Work instructions
Some lines in the listing below may include the string "path". How many are there? Give only the number.

Input data
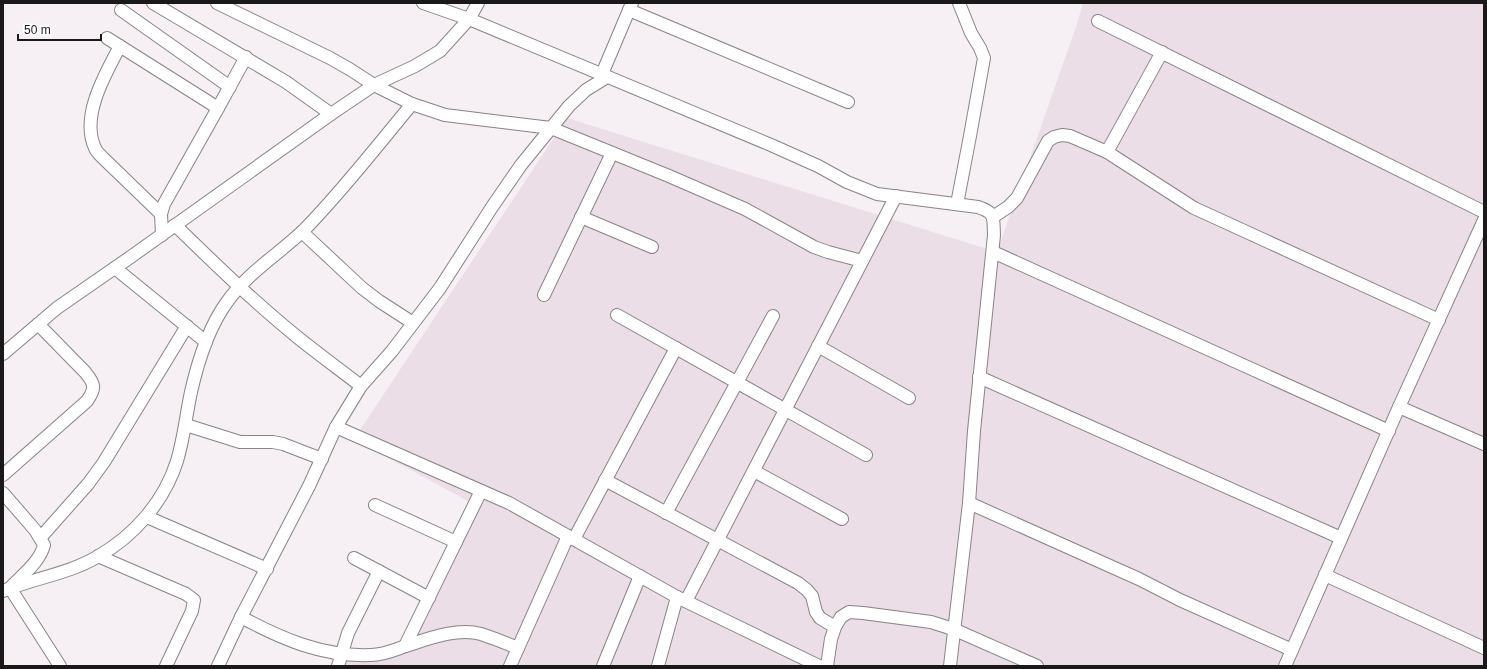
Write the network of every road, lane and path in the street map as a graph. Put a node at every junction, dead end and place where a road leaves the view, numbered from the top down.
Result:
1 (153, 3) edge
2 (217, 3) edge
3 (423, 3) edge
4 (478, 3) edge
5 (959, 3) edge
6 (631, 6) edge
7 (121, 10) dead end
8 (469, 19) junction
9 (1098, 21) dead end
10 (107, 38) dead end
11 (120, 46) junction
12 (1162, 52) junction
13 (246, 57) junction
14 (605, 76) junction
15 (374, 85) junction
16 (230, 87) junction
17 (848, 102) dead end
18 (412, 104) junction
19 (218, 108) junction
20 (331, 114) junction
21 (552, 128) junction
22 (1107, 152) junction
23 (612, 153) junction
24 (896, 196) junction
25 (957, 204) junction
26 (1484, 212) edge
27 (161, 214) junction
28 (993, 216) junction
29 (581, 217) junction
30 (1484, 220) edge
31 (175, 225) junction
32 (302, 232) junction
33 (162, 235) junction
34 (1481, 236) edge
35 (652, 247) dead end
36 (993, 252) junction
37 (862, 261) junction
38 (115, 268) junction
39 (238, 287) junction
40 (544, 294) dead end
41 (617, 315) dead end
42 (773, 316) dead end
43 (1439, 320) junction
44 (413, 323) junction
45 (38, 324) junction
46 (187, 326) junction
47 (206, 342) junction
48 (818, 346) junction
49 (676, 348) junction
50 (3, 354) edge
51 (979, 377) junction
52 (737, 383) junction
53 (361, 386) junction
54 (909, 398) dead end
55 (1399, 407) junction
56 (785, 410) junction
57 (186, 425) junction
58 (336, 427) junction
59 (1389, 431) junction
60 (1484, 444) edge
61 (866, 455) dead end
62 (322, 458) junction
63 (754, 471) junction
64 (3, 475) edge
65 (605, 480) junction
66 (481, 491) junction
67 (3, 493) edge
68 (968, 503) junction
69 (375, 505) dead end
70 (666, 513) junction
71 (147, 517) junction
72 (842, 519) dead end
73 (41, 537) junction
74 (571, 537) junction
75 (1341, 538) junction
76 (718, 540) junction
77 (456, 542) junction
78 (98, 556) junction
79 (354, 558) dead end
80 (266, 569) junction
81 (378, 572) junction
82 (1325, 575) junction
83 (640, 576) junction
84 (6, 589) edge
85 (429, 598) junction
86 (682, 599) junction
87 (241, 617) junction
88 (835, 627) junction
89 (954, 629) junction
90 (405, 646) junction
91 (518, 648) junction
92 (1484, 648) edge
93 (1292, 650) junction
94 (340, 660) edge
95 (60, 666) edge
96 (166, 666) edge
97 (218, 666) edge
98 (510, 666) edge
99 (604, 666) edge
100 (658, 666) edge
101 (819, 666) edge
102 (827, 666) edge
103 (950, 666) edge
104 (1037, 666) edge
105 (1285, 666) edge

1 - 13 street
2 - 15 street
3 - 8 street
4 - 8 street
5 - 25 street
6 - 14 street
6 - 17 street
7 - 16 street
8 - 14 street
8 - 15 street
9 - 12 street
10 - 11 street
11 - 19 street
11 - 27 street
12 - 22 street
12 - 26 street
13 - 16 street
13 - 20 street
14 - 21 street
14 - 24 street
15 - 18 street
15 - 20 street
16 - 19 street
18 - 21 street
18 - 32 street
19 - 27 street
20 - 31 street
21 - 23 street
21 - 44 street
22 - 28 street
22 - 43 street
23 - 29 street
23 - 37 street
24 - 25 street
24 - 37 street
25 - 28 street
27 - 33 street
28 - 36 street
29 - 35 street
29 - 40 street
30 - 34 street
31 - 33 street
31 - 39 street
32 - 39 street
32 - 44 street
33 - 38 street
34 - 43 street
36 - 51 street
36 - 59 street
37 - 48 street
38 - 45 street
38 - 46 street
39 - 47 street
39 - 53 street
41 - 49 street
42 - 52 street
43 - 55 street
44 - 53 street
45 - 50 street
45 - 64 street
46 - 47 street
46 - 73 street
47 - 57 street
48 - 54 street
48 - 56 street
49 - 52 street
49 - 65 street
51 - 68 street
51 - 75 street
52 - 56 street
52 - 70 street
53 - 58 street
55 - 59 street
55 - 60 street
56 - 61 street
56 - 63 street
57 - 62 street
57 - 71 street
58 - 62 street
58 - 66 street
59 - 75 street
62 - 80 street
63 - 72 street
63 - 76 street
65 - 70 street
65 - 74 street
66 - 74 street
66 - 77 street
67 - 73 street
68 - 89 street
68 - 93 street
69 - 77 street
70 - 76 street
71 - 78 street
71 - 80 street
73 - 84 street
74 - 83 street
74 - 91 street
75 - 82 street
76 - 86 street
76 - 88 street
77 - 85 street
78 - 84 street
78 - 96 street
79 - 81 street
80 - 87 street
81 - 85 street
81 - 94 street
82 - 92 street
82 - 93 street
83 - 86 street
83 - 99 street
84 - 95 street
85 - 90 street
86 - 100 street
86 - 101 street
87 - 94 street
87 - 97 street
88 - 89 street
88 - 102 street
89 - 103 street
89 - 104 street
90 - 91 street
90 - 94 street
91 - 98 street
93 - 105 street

---

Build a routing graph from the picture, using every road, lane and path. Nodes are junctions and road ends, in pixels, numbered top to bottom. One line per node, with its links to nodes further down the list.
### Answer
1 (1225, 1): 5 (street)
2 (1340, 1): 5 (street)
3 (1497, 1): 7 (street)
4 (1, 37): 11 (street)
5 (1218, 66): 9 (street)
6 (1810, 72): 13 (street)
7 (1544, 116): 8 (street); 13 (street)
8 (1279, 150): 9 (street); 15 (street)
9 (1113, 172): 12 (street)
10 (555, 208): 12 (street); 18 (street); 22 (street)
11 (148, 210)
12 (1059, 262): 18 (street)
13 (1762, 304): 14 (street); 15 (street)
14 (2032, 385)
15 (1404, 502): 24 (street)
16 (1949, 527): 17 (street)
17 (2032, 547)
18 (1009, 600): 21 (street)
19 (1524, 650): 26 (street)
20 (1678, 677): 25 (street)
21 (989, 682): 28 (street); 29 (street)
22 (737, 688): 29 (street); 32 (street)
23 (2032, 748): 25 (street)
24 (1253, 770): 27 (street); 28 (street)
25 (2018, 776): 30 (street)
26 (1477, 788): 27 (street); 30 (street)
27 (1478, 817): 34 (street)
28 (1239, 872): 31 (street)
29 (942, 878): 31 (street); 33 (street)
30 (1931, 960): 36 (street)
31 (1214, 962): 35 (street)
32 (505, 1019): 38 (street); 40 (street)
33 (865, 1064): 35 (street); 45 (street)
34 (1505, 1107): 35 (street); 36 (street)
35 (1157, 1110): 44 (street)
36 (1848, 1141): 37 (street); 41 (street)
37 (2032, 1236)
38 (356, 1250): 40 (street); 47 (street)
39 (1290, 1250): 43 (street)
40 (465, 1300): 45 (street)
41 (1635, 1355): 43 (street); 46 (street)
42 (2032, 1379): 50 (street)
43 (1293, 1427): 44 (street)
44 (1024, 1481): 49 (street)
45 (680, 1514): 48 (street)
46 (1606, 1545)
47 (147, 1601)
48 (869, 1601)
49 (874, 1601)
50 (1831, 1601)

Output for this exercise
2